Even as a country, yes, if the yacht is bought from the local economy and fuels new maritime innovations.
and that isolationism is the most sure way to grow financially and not socially
"Social growth" is a sufficiently fuzzy term that I'm sure that people can easily come up with definitions where isolationism is beneficial to social growth.
People from China are not isolated though: they can study and spend time abroad, form social connections before returning to China if they so prefer.
Right, that’s why there’s a very large cultural crackdown on what can be shown, with pop stars being removed and wiped from the internet . With kids having their past times curfewed.

Happy to cite, and this might be a giant rabbit hole, but I would posit there’s massive disagreement (both for and against) your statement.
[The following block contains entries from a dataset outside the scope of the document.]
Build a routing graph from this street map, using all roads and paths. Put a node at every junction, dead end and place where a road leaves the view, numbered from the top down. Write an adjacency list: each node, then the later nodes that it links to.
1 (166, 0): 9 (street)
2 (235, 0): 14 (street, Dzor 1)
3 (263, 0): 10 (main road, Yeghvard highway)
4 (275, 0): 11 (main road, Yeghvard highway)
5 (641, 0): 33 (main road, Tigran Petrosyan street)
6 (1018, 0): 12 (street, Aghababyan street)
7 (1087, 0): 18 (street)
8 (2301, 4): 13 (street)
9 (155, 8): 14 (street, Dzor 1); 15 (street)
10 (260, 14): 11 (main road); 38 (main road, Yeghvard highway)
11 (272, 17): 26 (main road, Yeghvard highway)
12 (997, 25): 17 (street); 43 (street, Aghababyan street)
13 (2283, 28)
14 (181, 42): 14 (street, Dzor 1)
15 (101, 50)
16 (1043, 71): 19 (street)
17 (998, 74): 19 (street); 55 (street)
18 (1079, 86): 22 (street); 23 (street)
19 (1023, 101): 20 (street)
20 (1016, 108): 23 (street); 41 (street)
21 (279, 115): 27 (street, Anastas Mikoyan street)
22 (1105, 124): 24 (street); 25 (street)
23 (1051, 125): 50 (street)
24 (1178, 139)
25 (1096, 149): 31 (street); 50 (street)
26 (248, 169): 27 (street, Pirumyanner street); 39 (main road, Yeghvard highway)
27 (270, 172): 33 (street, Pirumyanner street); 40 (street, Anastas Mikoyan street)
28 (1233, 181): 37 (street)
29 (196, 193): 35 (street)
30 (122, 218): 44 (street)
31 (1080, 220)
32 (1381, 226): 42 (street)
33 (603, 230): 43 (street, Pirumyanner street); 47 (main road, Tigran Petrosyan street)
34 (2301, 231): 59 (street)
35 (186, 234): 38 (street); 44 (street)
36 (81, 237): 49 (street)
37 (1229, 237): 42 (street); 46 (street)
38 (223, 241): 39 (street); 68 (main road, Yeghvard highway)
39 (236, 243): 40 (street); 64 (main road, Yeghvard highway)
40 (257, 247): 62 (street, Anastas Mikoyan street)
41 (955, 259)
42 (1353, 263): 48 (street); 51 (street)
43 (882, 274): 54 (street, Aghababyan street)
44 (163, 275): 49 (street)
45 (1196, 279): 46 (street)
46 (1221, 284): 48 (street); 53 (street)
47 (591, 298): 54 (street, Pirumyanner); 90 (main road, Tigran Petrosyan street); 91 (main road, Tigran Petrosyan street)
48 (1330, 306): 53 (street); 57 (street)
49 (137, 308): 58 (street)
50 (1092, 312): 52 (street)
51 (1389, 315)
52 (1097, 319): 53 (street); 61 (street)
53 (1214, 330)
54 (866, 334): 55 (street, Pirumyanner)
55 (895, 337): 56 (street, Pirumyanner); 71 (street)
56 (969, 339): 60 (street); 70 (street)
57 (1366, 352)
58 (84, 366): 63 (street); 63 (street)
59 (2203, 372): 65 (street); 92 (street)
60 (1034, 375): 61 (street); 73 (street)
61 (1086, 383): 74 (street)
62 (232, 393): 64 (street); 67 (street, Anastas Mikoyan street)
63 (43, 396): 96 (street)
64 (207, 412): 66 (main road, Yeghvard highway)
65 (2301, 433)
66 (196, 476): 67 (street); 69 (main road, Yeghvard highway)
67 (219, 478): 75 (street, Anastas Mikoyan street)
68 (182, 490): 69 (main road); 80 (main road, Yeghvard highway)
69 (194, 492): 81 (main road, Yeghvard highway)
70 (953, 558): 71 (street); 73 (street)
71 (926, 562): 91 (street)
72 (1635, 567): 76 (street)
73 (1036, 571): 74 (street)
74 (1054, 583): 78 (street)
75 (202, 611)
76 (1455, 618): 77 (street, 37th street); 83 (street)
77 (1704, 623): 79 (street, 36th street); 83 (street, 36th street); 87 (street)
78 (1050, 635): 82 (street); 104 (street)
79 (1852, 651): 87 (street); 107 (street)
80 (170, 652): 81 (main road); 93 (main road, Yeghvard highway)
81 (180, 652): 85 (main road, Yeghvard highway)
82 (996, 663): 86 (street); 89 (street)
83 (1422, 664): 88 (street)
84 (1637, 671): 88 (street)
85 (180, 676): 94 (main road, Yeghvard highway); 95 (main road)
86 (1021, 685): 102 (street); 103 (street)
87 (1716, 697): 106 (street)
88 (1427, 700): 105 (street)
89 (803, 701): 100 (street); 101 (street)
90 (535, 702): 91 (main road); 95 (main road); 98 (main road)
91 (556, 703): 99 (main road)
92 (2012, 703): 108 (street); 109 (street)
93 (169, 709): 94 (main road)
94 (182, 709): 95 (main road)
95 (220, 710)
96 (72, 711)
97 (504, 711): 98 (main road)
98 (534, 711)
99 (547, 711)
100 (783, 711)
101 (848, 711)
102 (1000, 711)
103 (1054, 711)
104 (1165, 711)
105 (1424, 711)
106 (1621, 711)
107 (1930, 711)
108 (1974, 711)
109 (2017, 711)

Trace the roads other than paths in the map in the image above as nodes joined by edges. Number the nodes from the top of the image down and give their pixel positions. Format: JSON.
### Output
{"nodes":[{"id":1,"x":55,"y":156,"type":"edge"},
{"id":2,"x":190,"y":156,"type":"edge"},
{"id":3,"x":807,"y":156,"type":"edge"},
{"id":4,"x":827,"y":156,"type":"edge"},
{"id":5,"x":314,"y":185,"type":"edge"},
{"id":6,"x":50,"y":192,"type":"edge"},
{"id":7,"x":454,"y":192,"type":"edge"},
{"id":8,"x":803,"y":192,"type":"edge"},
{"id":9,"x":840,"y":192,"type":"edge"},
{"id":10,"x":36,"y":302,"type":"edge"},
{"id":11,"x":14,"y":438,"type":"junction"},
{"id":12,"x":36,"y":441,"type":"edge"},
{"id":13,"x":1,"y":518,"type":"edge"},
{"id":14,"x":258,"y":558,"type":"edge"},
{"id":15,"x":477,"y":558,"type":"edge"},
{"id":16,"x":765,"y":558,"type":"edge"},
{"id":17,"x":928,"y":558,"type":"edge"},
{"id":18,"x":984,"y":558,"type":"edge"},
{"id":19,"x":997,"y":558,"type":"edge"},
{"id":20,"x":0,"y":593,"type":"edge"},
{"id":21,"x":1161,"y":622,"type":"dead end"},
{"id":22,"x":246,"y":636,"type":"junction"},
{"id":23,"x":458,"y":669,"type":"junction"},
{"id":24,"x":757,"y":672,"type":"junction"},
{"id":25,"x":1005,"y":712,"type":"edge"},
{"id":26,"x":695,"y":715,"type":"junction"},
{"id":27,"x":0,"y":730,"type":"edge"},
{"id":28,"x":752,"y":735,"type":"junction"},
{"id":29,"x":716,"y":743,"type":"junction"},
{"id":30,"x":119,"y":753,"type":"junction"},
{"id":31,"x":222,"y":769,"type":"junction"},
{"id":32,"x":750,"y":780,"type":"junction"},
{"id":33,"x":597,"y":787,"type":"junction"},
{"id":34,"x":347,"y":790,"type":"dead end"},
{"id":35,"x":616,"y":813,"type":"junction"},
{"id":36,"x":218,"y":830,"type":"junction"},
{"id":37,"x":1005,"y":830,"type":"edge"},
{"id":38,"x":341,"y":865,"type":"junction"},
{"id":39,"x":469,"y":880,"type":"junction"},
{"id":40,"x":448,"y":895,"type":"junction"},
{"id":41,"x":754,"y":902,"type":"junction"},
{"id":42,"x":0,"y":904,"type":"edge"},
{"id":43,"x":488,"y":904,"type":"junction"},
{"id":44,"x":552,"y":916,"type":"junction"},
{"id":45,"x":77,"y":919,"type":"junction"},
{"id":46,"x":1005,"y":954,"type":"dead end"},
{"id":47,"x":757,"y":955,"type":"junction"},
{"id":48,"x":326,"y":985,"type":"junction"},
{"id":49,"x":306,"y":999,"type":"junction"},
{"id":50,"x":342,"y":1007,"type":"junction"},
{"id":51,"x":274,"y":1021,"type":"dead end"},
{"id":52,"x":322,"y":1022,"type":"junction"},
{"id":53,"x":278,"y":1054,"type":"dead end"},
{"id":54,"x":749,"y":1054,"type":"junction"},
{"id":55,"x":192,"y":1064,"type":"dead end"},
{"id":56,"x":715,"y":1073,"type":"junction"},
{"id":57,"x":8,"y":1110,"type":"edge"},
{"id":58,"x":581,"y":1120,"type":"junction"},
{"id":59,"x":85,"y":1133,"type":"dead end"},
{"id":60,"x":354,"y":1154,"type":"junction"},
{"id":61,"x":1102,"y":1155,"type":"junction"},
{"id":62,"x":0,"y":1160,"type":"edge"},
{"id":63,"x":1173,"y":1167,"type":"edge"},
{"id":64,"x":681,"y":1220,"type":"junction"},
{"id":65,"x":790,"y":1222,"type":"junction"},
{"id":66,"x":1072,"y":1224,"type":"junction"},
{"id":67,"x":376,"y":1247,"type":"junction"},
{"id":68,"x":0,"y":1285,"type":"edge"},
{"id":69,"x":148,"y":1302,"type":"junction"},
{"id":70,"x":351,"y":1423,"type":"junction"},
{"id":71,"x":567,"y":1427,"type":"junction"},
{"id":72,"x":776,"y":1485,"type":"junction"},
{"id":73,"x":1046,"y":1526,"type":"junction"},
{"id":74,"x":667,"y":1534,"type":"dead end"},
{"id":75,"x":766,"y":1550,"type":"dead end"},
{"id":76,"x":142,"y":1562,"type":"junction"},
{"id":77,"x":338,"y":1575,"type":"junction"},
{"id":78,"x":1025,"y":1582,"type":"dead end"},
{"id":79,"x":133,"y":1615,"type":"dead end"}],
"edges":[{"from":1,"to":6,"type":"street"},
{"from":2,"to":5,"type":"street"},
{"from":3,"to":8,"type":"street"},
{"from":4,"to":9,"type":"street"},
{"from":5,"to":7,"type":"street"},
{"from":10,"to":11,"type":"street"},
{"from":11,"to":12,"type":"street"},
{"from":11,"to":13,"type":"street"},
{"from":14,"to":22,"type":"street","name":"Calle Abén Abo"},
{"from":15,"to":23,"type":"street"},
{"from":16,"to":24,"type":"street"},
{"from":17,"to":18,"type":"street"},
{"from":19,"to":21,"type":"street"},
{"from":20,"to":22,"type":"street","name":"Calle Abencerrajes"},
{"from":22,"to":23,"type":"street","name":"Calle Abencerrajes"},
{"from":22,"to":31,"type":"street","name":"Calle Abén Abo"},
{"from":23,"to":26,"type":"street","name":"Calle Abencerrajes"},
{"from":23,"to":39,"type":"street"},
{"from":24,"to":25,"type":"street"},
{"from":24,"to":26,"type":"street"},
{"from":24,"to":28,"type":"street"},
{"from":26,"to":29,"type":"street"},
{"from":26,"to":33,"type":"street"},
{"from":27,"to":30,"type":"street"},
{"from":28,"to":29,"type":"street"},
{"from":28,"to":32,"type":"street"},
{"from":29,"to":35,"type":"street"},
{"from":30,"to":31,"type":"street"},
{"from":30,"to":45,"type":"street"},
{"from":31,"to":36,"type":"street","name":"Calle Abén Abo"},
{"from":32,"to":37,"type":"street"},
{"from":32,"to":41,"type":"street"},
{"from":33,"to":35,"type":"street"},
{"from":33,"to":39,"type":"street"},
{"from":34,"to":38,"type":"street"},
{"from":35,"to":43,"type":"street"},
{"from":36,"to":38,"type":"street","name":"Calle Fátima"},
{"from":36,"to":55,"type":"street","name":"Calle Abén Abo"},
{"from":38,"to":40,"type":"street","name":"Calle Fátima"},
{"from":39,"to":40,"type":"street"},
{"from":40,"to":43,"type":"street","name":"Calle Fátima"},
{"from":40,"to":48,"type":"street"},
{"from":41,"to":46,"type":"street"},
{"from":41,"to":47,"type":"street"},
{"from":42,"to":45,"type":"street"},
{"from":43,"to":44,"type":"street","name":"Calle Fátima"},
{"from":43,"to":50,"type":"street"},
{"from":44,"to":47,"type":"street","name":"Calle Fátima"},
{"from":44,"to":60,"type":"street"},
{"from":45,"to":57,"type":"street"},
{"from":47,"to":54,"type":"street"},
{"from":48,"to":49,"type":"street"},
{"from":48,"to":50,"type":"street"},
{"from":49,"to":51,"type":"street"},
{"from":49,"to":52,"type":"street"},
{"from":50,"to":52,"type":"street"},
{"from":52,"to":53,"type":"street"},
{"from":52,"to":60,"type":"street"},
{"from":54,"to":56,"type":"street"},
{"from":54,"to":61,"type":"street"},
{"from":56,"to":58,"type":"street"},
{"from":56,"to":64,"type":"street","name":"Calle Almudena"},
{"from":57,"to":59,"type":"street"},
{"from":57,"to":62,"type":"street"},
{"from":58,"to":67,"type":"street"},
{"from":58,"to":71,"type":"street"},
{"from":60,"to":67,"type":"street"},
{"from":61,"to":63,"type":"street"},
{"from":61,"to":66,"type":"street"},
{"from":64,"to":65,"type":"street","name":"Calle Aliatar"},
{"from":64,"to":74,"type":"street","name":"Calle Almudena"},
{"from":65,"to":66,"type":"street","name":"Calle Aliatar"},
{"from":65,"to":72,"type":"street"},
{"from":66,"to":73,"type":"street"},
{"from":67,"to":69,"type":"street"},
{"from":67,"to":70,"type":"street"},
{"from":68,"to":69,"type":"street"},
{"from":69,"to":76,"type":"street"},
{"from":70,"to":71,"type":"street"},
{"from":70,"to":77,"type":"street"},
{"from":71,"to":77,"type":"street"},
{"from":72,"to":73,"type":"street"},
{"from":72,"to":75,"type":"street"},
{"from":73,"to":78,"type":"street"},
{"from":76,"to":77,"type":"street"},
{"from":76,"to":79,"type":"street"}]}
Sure, some directions of "growing socially" are strictly prohibited in China and perhaps also for those who ever want to go (back) to China. But does some directions mean all directions in practise? I don't know.
First of all, their policy is much more extensive, but lets ignore because it’s not in the spirit of HN to verge so much off topic.

Believing free speech is context dependent (outside of yelling fire in a movie theater) seems like a future worth avoiding no matter what the benefits are when viewed in a historical context. You can stretch the analogy and say the same thing about Iran. Sorry just not interested, we’re going to have to disagree here.

How did we go from isolationism to free speech? If the only context dependency you allow is the one you mention, your argument applies to e.g. European laws against hate speech as well. Is Europe isolationist too?